Acompanhei com pesar a história da menina de apenas 10 anos que foi violentada pelo tio. De maneira criminosa, seus dados pessoais foram expostos em redes sociais e ficaram mais de 24 horas disponíveis para acesso (e escrutínio) de milhões de pessoas. O resultado foi concreto e veloz: uma onda de protestos, exposição e novos crimes contra uma vida que já está marcada pela violência profunda que viveu. Um exemplo claro de como a vida online está conectada com o mundo físico.

O governo também tem sido pouco ativo na proteção dos indivíduos e na regulação efetiva do uso de informações, especialmente nas redes sociais. Ainda que tenhamos uma legislação específica para salvaguardar informações pessoais, a Lei Geral de Proteção de Dados (LGPD), sua vigência ainda está longe de ser uma realidade –e a pandemia atrasou ainda mais essa realidade. Os cenários de implementação da LGPD são cada vez mais nebulosos e pouco precisos. Mesmo com o Marco Civil da Internet, temos um verdadeiro “limbo” jurídico quando se trata do tema de segurança de dados pessoais no ambiente digital.
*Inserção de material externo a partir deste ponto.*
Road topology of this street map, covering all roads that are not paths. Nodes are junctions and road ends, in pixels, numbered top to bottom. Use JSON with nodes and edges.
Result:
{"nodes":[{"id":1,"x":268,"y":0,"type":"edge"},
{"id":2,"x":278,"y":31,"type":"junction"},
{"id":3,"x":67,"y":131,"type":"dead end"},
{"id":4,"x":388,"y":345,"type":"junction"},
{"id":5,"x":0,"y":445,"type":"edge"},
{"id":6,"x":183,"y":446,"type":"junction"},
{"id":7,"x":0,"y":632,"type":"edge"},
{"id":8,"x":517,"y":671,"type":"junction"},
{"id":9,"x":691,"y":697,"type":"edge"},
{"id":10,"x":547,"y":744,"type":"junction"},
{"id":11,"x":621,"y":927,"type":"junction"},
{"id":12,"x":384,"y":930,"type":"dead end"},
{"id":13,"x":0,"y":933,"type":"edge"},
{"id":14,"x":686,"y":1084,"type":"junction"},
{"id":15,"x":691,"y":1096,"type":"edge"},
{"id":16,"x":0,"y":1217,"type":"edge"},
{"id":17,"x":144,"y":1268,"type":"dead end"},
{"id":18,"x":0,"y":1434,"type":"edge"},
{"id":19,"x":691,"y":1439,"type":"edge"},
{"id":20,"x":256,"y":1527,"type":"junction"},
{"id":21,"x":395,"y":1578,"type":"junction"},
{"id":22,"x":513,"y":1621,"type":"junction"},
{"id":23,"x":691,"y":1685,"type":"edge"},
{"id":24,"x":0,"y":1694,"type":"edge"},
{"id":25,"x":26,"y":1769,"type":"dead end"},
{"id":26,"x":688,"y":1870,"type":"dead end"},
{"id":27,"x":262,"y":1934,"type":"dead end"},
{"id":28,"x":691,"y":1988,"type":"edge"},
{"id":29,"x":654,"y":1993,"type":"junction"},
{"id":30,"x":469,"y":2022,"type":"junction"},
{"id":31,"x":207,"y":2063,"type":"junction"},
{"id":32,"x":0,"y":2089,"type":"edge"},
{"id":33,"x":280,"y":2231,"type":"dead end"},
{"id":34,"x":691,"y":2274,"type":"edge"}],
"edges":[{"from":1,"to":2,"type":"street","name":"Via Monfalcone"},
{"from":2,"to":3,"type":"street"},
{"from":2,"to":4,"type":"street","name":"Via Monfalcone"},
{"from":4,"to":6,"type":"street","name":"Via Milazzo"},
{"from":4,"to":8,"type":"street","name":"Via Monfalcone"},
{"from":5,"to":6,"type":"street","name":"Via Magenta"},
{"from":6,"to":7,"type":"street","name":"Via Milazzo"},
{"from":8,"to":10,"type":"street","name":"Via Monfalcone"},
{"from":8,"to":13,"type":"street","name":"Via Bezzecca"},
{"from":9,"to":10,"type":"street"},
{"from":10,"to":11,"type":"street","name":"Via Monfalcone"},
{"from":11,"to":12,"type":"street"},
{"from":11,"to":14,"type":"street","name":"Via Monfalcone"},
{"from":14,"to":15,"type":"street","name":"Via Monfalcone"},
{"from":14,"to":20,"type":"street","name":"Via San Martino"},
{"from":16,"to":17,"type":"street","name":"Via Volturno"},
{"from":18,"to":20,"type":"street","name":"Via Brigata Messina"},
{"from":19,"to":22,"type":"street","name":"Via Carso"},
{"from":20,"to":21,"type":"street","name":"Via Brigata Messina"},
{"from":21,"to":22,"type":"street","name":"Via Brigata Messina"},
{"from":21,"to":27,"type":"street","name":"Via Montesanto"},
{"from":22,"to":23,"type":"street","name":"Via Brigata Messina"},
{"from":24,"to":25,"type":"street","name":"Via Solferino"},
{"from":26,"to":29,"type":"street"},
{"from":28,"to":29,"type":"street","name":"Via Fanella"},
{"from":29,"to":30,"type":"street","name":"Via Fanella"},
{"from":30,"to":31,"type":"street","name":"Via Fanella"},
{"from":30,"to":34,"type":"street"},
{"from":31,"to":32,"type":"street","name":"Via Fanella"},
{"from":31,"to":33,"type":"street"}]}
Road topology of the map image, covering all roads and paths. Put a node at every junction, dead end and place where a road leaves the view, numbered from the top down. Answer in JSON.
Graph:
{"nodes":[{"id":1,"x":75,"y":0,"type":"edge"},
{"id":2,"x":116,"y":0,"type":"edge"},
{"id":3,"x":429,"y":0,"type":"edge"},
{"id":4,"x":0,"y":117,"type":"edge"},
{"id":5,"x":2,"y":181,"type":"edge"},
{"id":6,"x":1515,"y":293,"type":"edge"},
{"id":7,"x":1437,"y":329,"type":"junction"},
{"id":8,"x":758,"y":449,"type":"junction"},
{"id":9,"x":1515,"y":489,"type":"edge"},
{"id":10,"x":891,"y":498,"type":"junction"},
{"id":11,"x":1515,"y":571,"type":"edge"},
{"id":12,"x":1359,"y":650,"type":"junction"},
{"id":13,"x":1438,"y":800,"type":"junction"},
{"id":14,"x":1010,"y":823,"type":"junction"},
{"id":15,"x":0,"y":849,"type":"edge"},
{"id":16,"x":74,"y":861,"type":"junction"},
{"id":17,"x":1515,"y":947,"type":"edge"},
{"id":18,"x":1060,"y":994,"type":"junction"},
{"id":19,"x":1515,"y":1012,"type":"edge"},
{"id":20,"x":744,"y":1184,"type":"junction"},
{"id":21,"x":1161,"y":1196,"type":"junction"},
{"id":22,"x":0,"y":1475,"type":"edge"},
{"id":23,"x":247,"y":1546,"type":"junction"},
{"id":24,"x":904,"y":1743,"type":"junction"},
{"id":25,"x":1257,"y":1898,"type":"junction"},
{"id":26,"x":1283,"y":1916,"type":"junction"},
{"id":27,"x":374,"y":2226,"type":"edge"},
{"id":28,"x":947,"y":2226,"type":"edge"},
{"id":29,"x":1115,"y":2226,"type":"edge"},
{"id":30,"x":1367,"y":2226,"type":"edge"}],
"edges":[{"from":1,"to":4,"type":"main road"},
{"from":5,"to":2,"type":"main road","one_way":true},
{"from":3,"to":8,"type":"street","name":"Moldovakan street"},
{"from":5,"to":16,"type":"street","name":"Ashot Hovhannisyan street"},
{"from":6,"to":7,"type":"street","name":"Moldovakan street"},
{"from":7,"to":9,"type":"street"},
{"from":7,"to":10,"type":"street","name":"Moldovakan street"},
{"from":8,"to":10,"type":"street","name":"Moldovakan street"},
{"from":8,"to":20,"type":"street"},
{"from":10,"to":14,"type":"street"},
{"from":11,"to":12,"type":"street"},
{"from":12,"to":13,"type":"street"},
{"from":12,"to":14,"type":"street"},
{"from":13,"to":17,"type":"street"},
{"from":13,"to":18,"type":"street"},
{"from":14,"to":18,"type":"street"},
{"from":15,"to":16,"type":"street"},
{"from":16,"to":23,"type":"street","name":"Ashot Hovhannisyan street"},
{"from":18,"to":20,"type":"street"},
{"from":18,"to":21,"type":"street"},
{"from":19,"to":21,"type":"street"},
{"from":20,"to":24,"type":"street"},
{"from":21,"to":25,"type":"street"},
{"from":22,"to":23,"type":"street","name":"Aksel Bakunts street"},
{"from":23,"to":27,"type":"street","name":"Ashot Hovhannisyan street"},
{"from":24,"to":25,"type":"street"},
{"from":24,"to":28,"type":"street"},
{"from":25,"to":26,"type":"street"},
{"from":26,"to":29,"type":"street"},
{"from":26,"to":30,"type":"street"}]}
Ninguém está seguro até que todos estejam

A combinação entre a falta de uma atuação presente das instituições públicas, da baixa responsabilização por parte das empresas e do comportamento individual gera um problema muito real: não temos uma cultura de segurança de dados no ambiente cibernético. Sem essa cultura compartilhada, não avançaremos de maneira democrática no uso das infinitas potencialidades que a internet e as redes sociais podem nos trazer.

No ano passado, tive a oportunidade de assistir a uma palestra de Edward Snowden, o “whistleblower” de um esquema de espionagem liderado pelo governo dos Estados Unidos –falei sobre a experiência do Web Summit aqui. Além de ressaltar a importância de que tenhamos uma preocupação cada vez maior em proteger os dados, garantindo que a coleta seja informada e ética e que as pessoas reconheçam o verdadeiro tesouro que produzem diariamente, Snowden foi enfático ao dizer que “ninguém estará seguro na internet, até que todos estejam”.

Não tenho dúvidas de que isso é verdade. O ambiente cibernético é uma extensão de nosso mundo físico e precisamos estar comprometidos em que eles sejam, ambos, seguros para todos e todas.